● **WORK REQUEST**:
Determine how many lines in the records include "word". Write the number and nothing more.

DATA FOR REVIEW Block Start

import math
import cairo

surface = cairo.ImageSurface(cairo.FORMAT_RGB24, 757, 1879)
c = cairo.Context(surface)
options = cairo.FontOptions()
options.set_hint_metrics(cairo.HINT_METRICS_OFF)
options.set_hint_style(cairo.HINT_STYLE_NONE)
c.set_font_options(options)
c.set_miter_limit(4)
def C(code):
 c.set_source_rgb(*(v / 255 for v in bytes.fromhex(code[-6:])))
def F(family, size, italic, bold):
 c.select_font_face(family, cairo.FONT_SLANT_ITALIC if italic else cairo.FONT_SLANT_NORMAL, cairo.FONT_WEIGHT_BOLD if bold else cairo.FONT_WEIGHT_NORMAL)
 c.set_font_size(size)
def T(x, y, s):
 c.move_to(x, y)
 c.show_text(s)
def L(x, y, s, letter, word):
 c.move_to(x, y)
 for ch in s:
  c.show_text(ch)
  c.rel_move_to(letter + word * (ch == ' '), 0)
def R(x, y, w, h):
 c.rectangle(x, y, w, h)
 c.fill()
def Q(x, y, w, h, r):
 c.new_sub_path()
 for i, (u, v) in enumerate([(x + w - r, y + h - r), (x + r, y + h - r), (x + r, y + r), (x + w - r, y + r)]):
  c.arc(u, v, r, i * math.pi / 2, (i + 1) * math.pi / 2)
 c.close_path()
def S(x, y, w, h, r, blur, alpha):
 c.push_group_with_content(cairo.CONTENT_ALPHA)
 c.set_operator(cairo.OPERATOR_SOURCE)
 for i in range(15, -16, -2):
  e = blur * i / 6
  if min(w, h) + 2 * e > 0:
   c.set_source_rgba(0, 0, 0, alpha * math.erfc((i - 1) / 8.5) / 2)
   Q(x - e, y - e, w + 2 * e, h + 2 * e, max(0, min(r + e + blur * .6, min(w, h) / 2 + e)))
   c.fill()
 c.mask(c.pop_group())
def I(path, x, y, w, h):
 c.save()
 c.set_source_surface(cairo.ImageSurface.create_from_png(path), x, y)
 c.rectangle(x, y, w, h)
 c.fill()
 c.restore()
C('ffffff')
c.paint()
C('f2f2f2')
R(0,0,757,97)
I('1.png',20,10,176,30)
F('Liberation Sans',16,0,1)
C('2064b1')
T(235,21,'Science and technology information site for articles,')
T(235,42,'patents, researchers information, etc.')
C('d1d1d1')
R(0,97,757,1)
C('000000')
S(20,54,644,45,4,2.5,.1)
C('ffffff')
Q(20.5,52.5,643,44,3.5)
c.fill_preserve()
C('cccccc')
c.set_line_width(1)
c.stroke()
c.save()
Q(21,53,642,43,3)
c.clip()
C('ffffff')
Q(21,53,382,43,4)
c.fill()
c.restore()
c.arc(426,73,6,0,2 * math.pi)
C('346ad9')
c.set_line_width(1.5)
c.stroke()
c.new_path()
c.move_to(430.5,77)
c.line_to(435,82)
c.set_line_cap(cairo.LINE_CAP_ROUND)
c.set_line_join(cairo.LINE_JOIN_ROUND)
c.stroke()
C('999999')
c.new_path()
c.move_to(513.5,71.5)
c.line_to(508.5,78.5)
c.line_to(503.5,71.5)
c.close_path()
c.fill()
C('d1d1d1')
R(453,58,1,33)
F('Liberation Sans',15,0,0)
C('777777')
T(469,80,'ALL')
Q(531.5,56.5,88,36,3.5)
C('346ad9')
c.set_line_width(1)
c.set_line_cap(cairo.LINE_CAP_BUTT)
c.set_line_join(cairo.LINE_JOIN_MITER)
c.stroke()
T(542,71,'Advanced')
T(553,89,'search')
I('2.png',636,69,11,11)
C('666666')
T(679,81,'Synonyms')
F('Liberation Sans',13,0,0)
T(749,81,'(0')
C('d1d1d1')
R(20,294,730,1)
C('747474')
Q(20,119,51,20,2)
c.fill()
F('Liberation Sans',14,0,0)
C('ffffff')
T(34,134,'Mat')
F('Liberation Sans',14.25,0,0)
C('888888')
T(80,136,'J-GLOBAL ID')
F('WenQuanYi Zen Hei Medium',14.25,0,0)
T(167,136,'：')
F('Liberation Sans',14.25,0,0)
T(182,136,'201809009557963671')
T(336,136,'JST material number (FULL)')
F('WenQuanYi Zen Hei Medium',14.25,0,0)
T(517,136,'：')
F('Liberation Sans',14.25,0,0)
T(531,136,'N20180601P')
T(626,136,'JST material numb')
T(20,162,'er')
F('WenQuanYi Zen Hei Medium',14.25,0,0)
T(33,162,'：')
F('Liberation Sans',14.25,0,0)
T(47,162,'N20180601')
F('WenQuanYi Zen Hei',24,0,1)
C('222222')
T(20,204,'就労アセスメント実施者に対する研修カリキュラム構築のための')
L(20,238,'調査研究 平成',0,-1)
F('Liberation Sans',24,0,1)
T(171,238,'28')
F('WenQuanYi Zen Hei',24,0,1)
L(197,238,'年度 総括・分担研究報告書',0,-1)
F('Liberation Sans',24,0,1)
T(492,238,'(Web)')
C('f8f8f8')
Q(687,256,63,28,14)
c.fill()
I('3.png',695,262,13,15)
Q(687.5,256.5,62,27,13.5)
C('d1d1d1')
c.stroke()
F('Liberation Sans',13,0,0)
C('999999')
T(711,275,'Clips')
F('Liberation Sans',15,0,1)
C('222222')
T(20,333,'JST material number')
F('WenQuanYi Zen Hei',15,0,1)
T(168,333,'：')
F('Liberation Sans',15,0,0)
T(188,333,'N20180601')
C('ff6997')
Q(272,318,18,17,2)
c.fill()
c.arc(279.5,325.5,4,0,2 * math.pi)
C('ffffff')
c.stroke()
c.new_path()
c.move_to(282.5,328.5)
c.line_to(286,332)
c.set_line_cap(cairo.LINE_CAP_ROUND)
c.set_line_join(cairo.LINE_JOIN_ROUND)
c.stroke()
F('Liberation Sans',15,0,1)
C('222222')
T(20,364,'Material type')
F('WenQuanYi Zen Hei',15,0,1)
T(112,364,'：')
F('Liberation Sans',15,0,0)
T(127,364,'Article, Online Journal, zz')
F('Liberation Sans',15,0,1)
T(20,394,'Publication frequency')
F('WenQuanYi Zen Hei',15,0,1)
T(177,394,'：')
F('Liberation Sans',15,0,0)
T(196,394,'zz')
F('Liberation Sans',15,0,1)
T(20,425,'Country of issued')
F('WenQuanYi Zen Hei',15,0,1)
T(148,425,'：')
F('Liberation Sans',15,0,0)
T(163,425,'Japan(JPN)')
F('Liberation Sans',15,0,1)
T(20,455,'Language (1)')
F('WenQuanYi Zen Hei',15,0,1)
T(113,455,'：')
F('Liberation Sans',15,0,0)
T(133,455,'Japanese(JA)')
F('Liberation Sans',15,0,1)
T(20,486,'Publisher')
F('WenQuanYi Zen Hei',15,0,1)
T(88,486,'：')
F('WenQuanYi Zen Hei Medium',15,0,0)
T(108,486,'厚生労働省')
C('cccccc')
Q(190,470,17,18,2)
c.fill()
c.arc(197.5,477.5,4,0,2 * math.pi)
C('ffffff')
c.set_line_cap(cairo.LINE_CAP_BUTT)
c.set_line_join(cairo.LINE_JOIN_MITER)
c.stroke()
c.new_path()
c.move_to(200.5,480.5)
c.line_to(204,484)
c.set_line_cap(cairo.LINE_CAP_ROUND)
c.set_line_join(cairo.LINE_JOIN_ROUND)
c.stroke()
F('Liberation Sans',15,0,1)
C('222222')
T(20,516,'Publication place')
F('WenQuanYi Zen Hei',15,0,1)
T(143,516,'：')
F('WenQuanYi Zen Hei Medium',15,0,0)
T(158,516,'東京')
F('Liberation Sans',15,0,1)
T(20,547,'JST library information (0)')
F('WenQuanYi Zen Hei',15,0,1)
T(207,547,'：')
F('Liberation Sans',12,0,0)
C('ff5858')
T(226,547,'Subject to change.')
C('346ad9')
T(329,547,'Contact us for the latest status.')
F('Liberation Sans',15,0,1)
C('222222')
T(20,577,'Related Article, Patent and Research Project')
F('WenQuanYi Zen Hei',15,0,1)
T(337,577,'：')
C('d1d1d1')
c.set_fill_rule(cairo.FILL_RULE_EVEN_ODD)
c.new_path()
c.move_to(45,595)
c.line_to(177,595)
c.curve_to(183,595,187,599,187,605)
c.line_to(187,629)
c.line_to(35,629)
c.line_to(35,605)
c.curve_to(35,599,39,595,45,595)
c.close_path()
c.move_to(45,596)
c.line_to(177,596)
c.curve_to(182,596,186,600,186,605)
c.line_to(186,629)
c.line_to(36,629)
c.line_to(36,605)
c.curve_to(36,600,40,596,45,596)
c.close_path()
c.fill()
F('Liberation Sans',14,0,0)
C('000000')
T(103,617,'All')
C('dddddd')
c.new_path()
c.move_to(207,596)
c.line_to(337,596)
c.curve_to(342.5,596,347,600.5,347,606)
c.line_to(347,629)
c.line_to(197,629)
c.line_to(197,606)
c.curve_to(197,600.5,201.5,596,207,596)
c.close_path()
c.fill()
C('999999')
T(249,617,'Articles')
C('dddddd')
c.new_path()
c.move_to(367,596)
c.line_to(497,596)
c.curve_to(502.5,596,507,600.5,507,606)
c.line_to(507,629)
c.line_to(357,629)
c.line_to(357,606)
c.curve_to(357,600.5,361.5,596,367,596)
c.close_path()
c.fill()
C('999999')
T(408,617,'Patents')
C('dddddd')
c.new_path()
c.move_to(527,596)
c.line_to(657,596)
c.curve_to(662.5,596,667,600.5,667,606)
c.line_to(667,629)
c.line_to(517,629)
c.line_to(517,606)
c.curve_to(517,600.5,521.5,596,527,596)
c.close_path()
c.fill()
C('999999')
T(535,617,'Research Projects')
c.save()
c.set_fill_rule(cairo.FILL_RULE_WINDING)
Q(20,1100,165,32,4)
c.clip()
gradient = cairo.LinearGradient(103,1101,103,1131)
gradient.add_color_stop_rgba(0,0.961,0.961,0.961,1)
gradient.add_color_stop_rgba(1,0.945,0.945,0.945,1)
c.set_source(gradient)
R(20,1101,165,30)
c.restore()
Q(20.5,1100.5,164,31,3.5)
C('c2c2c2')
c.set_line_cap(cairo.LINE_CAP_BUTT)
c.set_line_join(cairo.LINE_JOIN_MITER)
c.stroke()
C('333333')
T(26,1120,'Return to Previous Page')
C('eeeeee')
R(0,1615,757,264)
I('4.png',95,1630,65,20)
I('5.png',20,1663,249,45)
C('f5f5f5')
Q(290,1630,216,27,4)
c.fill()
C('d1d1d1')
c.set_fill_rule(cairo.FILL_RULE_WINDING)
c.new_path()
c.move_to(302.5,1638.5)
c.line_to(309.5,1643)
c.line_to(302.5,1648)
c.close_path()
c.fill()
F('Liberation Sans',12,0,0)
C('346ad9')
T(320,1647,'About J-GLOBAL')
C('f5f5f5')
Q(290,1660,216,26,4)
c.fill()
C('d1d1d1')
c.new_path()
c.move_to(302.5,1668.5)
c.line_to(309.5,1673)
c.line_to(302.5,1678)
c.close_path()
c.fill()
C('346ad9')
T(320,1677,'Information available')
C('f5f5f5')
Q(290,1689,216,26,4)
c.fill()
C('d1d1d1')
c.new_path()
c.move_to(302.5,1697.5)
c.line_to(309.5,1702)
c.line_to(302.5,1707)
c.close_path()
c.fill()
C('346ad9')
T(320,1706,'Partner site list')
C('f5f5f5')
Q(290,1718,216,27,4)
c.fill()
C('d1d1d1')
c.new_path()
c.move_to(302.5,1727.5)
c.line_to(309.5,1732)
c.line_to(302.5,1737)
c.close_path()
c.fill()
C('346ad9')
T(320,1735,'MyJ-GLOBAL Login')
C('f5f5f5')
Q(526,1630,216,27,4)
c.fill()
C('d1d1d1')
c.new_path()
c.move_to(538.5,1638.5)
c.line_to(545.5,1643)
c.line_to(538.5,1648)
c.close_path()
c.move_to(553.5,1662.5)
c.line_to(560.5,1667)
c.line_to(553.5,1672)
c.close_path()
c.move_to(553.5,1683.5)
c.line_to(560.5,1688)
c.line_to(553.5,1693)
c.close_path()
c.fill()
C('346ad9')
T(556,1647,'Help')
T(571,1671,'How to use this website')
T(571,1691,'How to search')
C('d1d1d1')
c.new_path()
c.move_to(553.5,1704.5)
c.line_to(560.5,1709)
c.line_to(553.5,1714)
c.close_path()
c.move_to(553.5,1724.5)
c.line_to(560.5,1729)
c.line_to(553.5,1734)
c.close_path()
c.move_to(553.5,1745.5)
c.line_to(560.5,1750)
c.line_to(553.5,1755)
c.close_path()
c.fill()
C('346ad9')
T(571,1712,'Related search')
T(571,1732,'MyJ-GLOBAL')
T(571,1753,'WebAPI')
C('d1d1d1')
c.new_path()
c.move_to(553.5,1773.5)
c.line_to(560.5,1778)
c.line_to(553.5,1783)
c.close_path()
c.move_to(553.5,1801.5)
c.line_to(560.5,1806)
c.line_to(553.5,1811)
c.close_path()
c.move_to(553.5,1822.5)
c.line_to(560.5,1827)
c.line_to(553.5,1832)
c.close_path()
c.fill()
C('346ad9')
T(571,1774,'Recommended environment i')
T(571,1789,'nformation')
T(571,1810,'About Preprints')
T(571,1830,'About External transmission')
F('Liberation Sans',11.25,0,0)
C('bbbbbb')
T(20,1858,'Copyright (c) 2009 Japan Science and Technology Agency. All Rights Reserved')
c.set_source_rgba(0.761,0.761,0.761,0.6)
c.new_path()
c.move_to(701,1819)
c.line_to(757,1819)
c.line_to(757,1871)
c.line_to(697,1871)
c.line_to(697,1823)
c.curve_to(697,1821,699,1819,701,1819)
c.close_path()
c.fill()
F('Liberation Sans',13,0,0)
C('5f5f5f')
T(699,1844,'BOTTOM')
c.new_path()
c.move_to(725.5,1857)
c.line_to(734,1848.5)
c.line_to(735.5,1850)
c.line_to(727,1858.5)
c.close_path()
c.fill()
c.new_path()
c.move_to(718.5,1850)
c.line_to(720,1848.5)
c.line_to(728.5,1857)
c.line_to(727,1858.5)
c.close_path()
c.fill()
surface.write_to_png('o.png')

DATA FOR REVIEW Block End

● **WORKED SOLUTION**:
2